**Listed entries**
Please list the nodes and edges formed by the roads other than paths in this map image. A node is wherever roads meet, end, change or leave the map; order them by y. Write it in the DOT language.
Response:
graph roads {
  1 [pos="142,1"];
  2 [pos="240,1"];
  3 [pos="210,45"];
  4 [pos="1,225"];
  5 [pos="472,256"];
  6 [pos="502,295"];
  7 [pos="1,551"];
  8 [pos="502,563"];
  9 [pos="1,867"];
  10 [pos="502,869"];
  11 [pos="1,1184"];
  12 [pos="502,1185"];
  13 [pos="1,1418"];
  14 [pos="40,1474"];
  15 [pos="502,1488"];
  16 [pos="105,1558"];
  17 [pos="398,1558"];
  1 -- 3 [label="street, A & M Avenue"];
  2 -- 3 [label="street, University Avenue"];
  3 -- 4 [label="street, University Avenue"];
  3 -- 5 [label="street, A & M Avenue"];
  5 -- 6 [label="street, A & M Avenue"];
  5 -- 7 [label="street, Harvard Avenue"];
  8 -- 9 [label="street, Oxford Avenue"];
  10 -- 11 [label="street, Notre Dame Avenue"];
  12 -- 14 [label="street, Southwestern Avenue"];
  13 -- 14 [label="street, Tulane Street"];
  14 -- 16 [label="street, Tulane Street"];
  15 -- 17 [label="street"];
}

**About this exercise**
The complete listing, transcribed exactly, is the expected answer.

**Written solution**
Please list the nodes and edges formed by the roads other than paths in this map image. A node is wherever roads meet, end, change or leave the map; order them by y. Write it in the DOT language.
Response:
graph roads {
  1 [pos="142,1"];
  2 [pos="240,1"];
  3 [pos="210,45"];
  4 [pos="1,225"];
  5 [pos="472,256"];
  6 [pos="502,295"];
  7 [pos="1,551"];
  8 [pos="502,563"];
  9 [pos="1,867"];
  10 [pos="502,869"];
  11 [pos="1,1184"];
  12 [pos="502,1185"];
  13 [pos="1,1418"];
  14 [pos="40,1474"];
  15 [pos="502,1488"];
  16 [pos="105,1558"];
  17 [pos="398,1558"];
  1 -- 3 [label="street, A & M Avenue"];
  2 -- 3 [label="street, University Avenue"];
  3 -- 4 [label="street, University Avenue"];
  3 -- 5 [label="street, A & M Avenue"];
  5 -- 6 [label="street, A & M Avenue"];
  5 -- 7 [label="street, Harvard Avenue"];
  8 -- 9 [label="street, Oxford Avenue"];
  10 -- 11 [label="street, Notre Dame Avenue"];
  12 -- 14 [label="street, Southwestern Avenue"];
  13 -- 14 [label="street, Tulane Street"];
  14 -- 16 [label="street, Tulane Street"];
  15 -- 17 [label="street"];
}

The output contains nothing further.